Religion and Spirituality

Edited by:
Martin Dowson, Australian College of Ministries
Stuart Devenish, Booth College

A volume in the series: International Advances in Education: Global Initiatives for Equity and Social Justice. Editor(s): Elinor L. Brown, University of Kentucky. Rhonda G. Craven, University of Western Sydney. George McLean, Catholic Universities of America.

Published 2010

Religion and spirituality make critical contributions to an inclusive vision for the welfare of minorities, the marginalized and other disadvantaged groups in societies and cultures around the globe. Religious movements and spiritual traditions work to improve social outcomes for disenfranchised groups by enriching educational, political, and social agendas, and by providing a wide variety of justice-driven programs and services. Values underpinning these services include the dignity of the human person, the sanctity of human life, the foundational role of families and communities, the transformative power of learning, and the advancement of shared personal and social rights and responsibilities. These values act as a counter-balance to other attitudes and values that may impede pro-social cohesion and development.

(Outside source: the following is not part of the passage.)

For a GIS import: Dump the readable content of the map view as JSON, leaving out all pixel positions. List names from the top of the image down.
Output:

Drawing on diverse religious and spiritual perspectives and traditions, this new volume provides exciting and enriching examples of theory, research and practice that directly contribute to our understanding of how religion and spirituality promote and facilitate social justice and equity in diverse social and cultural contexts – with a particular focus on educational settings, contexts, processes and outcomes.

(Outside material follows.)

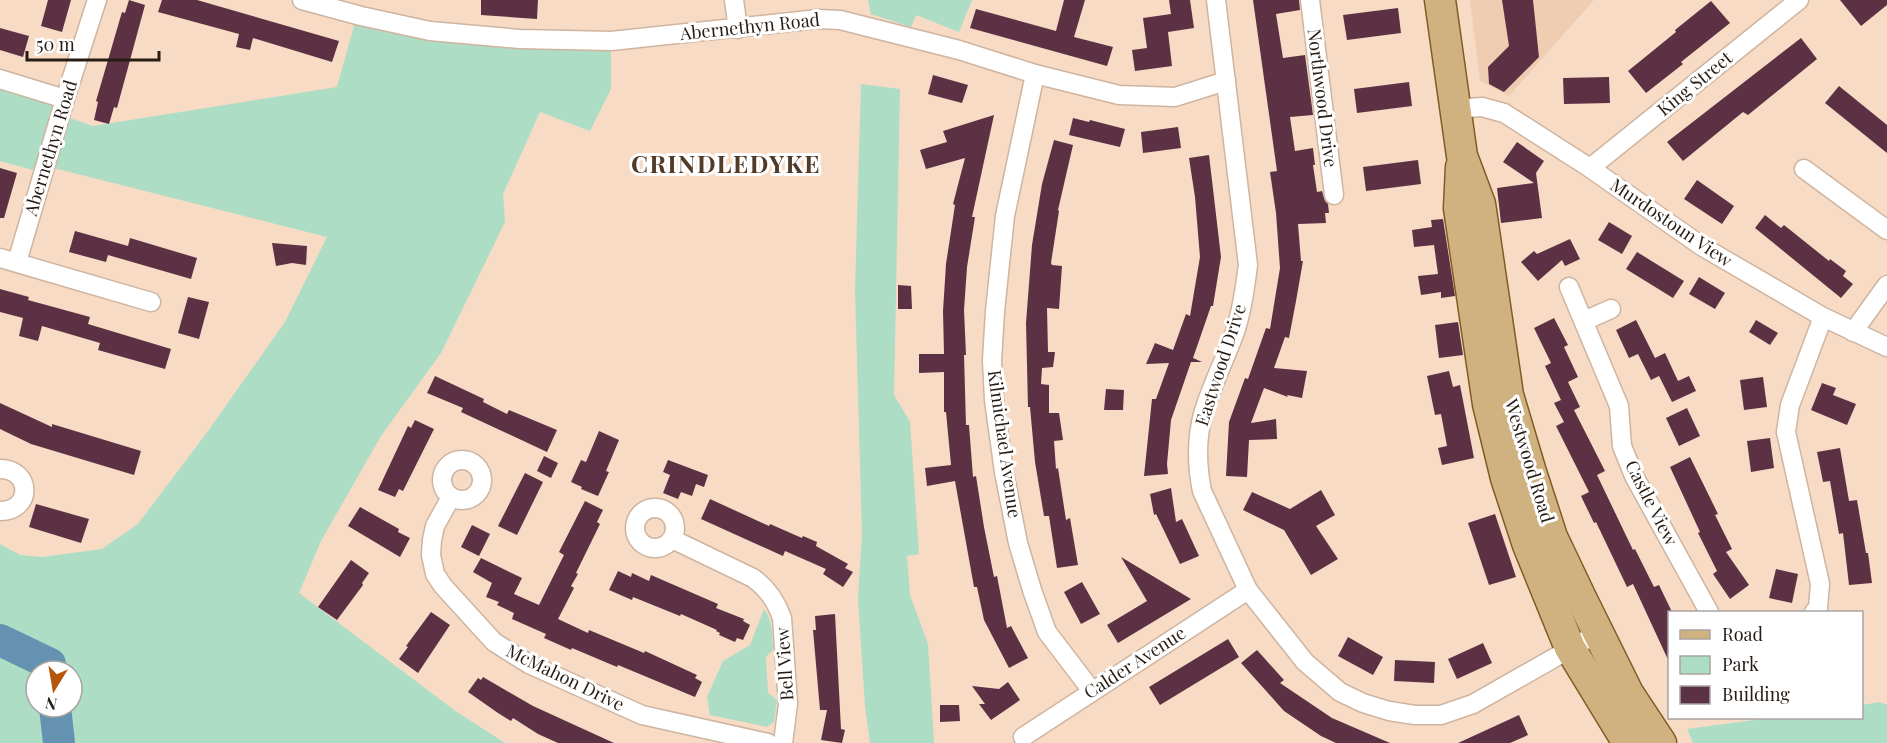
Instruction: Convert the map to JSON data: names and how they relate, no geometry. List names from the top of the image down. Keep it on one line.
{"streets":{"main road":["Westwood Road"],"street":["Abernethyn Road","King Street","Northwood Drive","Murdostoun View","Eastwood Drive","Kilmichael Avenue","Castle View","Calder Avenue","Bell View","McMahon Drive"]},"crossings":[["Abernethyn Road","Eastwood Drive"],["Abernethyn Road","Kilmichael Avenue"],["King Street","Murdostoun View"],["Murdostoun View","Westwood Road"],["Eastwood Drive","Westwood Road"],["Eastwood Drive","Calder Avenue"],["Kilmichael Avenue","Calder Avenue"]],"districts":["CRINDLEDYKE"],"legend":["Road","Park","Building"],"scale_bar":"50 m","north":"bottom"}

Religious communities invest heavily in schools, colleges and universities in the belief that these educational institutions enable them to inculcate into their membership the kinds of moral values and qualities that lie at the heart of their spiritual teachings. Looking beyond the sacred-secular impasse, religious organisations attempt to provide a "education for life" which draws from both the scientia of science and the sapientia of religion and spirituality. These depth-dimensions provide the pool of values which enable citizens to enact equity, mercy and justice in society in the name of God and for the sake of humanity. The chapters which comprise this volume demonstrate the possibility of a healthy integration between religion and education from a truly global, transdisciplinary and ecumenical perspective. From contexts within Asia, Africa, the USA and Australia, and from disciplines ranging from ethics to social work, from health to educational curriculum, from personal identity to community-consciousness; this volume makes a unique contribution to the theory and practice of the educational and religious inter-face. It is a contribution which holds a great deal of promise for being pro-humanitas.

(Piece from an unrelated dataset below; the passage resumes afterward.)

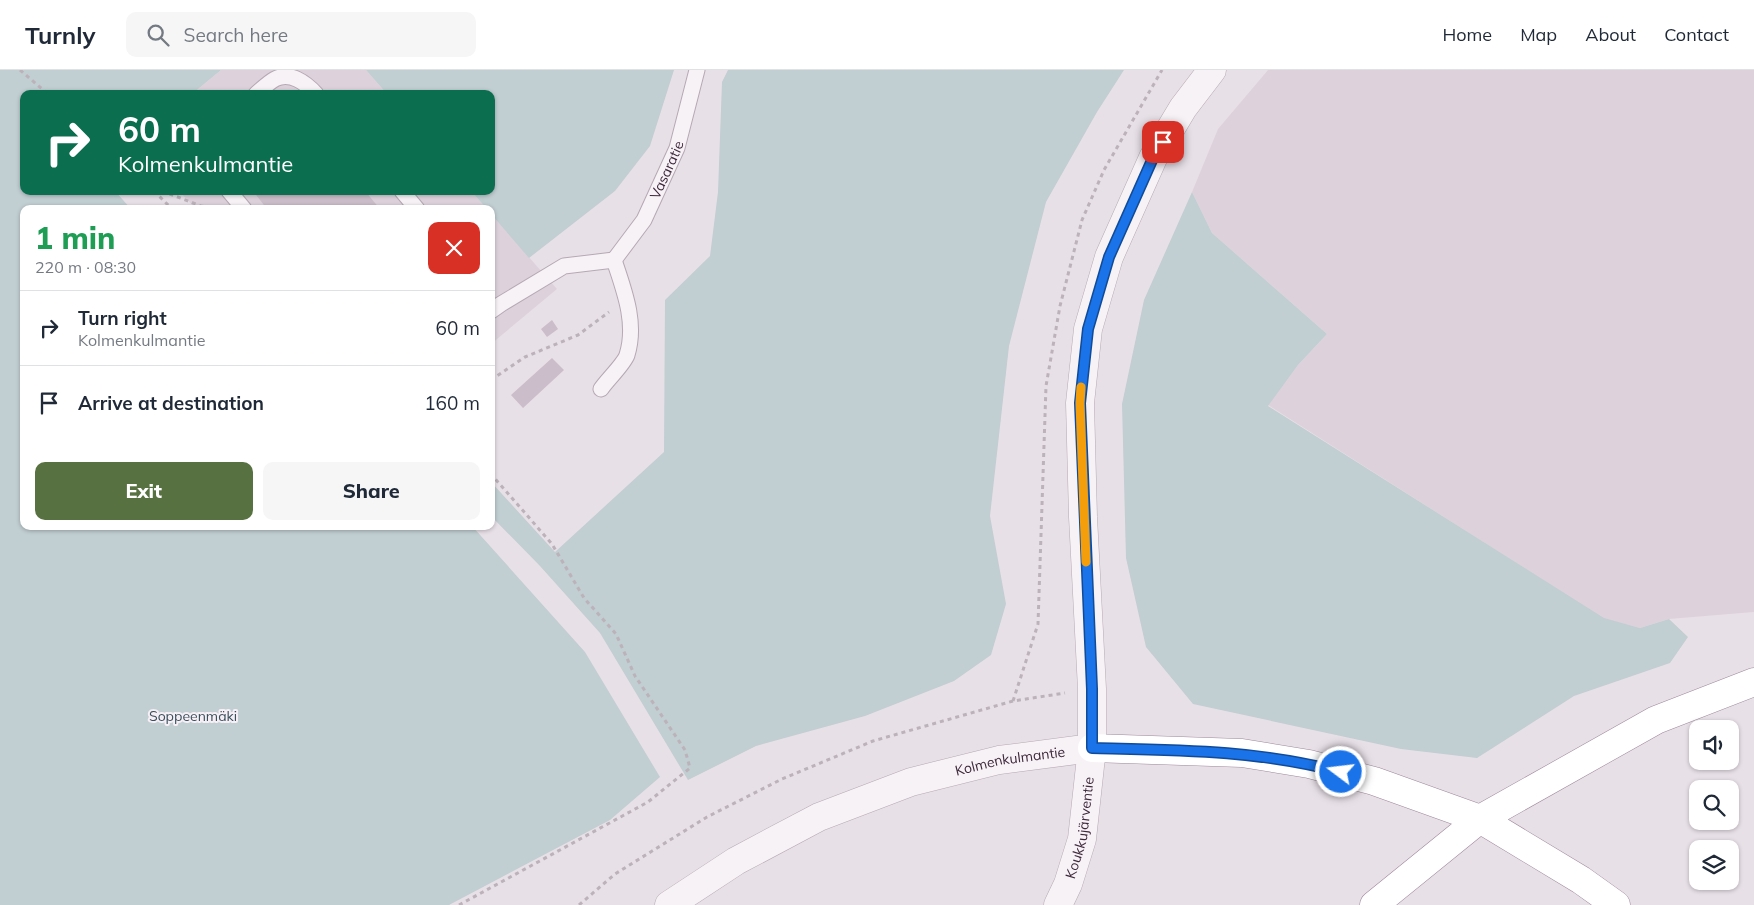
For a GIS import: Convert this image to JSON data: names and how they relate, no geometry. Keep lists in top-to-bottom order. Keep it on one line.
{"streets":{"street":["Kolmenkulmantie","Koukkujärventie"],"lane":["Vasaratie"]},"crossings":[["Kolmenkulmantie","Koukkujärventie"]],"parks":["Soppeenmäki"],"page":{"header":"Turnly","search":"Search here","nav":["Home","Map","About","Contact"],"turn":["60 m","Kolmenkulmantie"],"heading":["1 min","220 m · 08:30"],"list":[{"name":"Turn right","note":"Kolmenkulmantie","value":"60 m"},{"name":"Arrive at destination","value":"160 m"}],"buttons":["Exit","Share"]}}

Foreword: Religion, Spirituality, Education and Social Justice: An Historical Perspective, Stuart Devenish and Martin Dowson. Series Introduction. PART I: WORLD RELIGIONS. Justice in Islamic Spirituality: Implications for Individual Flourishing and Social Harmony, Bagher Ghobary Bonab. The Impact of Traditional Chinese Religions on the Social Justice Orientations of Chinese Christians, Denise Austin. The Contribution of Buddhism to Global and Regional Initiatives in Education, Trish Sherwood. Social Justice and Critical Thinking: The Contribution of Christian Perspectives on Education, Tony George. PART II: MEANING, MOTIVATION AND MATURITY. Religion, Meaning, and Motivation, Martin L. Maehr. Ethical Decision Making: The Contribution of Religious and Spiritual Values, Maureen Miner and Martin Dowson. Counseling and Social Justice: The Role of Spirituality, Emotional Intelligence and Mature Racial Identity, Sachin Jain, Martin Dowson, and Alicia M. Lacouture. PART III: TEACHING POLICY AND PRACTICE. Multieligiosity in Singapore: Implications for Educational Policy and Practice, Ee Moi Kho, Min Fui Chee, and Giok Ling Ooi. Spirituality and Students’ Experiences in International Service Learning Courses, Valerie C. McKay & Natasha Gaffoglio. Religious Values in the History Classroom: Promoting Civic Competence, Tolerance, and Social Justice, Michael Lovorn and Shawn Proffitt. The Benefits of an Integrated Sacred-Secular Approach Youth Worker Training, Phil Daughtry. PART IV: COMMUNITY SERVICE AND DEVELOPMENT. The Critical Role of Black Religious Institutions in the Education of African Americans, Elinor L. Brown & Nadia C. Gadson. African Spirituality and Its Implications for Heath, Education, and Community Well-Being, Steve Edwards and Jabulani Thwala. Community Service Orientations of Indigenous Peoples: The Role of Spiritual Values, Bill Lawton. About the Authors.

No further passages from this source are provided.